Revista Cultura y Ocio
En el día de ayer se cumplió un nuevo aniversario de la caída (¿o debería decir atentado?) de las Torres Gemelas en la zona cero de Nueva York. Un 11 de setiembre de 2001 sucedió (y tan importante fue la fecha que a partir de allí se comenzaron a identificar sucesos trascendentes con una combinación alfanumérica haciendo referencia al día y mes en que ocurrieron) Parece mentira, más de una década ha pasado ya.
Lo cierto es que al rememorar las imágenes y la decena de evocaciones que se hicieron en diferentes medios me llevó a reflexionar acerca de cuán importante fue el atentado para la historia de la humanidad y por qué, aún hoy, se sigue sosteniendo que a partir de ese día el mundo se convirtió en algo bien distinto de aquello que representaba antes de la caída de las moles de cemento.
El primer cambio visible que trajo aparejada la tragedia, sin lugar a dudas, fue la idea de que el mundo – entendido como una entelequia dedicada a buscar como fin último el bienestar de la población – había dejado de ser seguro y una nueva realidad se presentaba como el telón que dejaba al descubierto un nuevo escenario (De hecho, a quién no se le cruzó por la cabeza ese día, mientras veía la imagen del avión atravesando el edificio, la idea de que “Si a ellos les pasó nos puede pasar perfectamente al resto de los mortales”)
Por otro lado, los aeropuertos dejaron de ser un espacio de intercambio de pasajeros en tránsito y se transformaron en salas de interrogatorio donde se decidía, muchas veces en base a la mera experiencia de los sentidos, quien camuflaba a un terrorista bajo el ropaje de viajero o turista o quienes resultaban “potencialmente peligrosos” según lo establecían las normas de protocolo y seguridad endurecidas para proteger a la población de nuevos atentados.
Pero el endurecimiento de las normas y políticas migratorias, las restricciones y los protocolos con abultados textos - y poco contenido efectivo- no pudieron evitar que, tres años después en Madrid (y casualmente un 11 también) cuatro trenes volaran por los aires luego de que un buen número de explosivos detonara dejando más de un centenar de muertos y miles de heridos a los bordes de las vías de la estación de Leganés. Entonces fue que los estados decidieron endurecer aún más los controles, y con ellos, en muchos casos incurrieron en graves casos de discriminación amparados en el famoso “Derecho de admisión y permanencia”.
De esa forma, el Islam pasó a ocupar el sitio de objetivo a destruir que alguna vez ocuparon Rusia y China y así los árabes, egipcios, iraníes, irakíes – e incluso todo aquel que viniera de algún país que conforma lo que se conoce como el cercano Oriente- se transformaron en potenciales bombas humanas capaces de hacerse explotar en cualquier medio público infiltrados entre la multitud.

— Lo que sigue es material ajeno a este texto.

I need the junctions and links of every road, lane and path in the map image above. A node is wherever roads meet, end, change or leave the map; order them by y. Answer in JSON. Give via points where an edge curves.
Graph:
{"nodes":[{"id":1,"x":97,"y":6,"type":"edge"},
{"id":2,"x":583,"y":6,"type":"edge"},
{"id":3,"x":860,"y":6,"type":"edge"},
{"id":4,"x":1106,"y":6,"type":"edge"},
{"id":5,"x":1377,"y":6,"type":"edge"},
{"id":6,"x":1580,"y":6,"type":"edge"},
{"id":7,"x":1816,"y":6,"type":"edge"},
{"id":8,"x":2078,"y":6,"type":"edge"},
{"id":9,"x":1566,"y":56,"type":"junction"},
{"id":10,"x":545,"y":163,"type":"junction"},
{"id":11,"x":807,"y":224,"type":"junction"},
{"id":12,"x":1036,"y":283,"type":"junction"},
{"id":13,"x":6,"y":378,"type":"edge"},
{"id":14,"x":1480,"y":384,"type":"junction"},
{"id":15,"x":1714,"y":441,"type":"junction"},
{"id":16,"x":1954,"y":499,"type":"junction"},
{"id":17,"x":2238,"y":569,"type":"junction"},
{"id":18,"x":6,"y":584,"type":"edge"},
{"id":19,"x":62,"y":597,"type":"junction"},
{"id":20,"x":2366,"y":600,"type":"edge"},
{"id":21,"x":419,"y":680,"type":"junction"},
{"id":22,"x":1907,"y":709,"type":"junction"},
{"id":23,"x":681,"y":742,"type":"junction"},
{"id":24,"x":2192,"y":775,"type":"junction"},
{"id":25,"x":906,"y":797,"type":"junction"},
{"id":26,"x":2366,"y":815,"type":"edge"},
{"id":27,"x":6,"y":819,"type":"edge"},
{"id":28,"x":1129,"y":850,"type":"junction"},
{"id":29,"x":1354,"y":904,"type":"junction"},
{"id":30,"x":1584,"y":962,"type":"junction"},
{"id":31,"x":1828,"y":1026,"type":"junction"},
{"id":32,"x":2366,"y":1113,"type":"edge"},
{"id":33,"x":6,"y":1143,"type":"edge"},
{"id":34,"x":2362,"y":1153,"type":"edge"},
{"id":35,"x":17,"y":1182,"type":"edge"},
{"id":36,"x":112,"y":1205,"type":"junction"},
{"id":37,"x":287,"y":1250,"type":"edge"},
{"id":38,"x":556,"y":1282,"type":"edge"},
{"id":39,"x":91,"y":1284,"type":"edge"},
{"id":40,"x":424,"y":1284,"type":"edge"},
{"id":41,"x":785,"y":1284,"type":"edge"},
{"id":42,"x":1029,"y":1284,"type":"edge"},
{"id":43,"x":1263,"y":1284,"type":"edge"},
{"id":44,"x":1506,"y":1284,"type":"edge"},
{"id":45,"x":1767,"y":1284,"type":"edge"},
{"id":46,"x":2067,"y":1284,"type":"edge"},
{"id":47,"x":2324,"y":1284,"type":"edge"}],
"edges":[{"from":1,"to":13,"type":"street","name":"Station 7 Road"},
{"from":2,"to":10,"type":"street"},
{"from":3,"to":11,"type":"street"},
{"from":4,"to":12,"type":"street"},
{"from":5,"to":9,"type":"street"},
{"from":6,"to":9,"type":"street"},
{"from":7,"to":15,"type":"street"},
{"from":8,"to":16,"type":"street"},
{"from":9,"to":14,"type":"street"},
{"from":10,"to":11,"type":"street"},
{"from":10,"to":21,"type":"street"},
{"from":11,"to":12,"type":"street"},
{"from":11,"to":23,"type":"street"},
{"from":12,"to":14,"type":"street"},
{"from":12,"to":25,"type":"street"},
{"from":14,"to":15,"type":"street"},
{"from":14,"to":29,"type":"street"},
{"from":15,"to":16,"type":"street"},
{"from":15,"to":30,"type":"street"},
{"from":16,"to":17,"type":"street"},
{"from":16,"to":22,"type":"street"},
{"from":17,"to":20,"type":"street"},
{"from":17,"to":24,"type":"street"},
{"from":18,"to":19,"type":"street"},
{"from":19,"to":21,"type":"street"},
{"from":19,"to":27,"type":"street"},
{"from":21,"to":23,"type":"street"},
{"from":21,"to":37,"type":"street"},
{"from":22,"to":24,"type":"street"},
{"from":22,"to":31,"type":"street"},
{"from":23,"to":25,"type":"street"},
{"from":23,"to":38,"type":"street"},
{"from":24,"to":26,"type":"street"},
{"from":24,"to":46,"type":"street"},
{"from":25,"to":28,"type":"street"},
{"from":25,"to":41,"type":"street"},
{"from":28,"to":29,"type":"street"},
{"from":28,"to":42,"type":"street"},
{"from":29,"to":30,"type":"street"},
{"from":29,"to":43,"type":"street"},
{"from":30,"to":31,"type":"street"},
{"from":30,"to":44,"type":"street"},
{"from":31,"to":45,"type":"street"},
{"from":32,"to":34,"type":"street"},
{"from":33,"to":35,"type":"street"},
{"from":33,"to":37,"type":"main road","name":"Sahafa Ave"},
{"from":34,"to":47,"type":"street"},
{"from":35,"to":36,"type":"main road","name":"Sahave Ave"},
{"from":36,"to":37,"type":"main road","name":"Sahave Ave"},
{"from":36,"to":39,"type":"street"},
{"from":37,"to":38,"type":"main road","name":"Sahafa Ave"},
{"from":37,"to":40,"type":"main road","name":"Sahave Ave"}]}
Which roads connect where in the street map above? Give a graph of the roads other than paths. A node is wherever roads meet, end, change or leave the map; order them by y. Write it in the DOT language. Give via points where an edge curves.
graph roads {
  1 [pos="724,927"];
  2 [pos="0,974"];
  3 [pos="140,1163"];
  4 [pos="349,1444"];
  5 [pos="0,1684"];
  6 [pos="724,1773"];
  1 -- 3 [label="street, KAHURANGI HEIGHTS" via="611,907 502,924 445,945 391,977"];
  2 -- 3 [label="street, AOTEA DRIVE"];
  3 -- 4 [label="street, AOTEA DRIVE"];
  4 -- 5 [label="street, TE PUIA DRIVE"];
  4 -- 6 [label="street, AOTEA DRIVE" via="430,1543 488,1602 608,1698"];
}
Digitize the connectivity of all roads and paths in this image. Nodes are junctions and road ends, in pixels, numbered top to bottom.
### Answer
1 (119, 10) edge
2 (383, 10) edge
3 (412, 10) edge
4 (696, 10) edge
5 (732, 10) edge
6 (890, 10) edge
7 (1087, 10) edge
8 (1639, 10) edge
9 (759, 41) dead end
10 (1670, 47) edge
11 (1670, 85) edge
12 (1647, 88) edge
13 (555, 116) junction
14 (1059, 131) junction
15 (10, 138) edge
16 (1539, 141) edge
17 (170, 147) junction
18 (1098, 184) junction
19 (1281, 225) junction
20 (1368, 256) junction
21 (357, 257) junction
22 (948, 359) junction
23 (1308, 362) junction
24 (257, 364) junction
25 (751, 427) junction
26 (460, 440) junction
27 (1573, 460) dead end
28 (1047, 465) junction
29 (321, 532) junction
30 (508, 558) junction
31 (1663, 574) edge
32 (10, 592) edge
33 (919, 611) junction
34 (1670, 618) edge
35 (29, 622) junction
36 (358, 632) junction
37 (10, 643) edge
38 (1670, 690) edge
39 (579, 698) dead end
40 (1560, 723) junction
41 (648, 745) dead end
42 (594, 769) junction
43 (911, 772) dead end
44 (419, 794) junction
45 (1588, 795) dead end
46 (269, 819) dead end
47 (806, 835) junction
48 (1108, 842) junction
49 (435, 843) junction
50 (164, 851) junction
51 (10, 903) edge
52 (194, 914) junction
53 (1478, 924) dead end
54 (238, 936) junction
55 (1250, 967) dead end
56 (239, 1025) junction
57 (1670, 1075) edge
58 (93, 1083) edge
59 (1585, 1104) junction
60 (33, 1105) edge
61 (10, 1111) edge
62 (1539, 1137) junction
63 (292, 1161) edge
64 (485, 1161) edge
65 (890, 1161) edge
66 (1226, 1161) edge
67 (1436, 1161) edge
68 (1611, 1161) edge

Otra cuestión que quedó expuesta con los atentados fue el rol de la prensa y de que forma informaron a la población acerca de los hechos ocurridos. Con las versiones jamás corroboradas del famoso atentado al Pentágono quedó en evidencia que buena parte de los hechos se les quiso ocultar a los ciudadanos y con ello decreció la credibilidad en determinados medios, incitando a buena parte de la comunidad mundial a acrecentar el espíritu crítico respecto a las propias prensas locales.
Como puede verse, con la voladura de las torres el mundo inevitablemente cambió. A partir de entonces, cuando se viaja, pese a la instantaneidad de las comunicaciones, la proliferación de espacios virtuales y las miles de bondades que permiten los avances tecnológicos, la sensación que sobreviene es que cada vez se hace más difícil atravesar las fronteras, sobre todo cuando se entiende por fronteras no a aquellas sujetas a limitaciones cartográficas, sino a aquellas que permiten ver en el otro a un parecido. Y al parecer, para eso, aún nos falta bastante.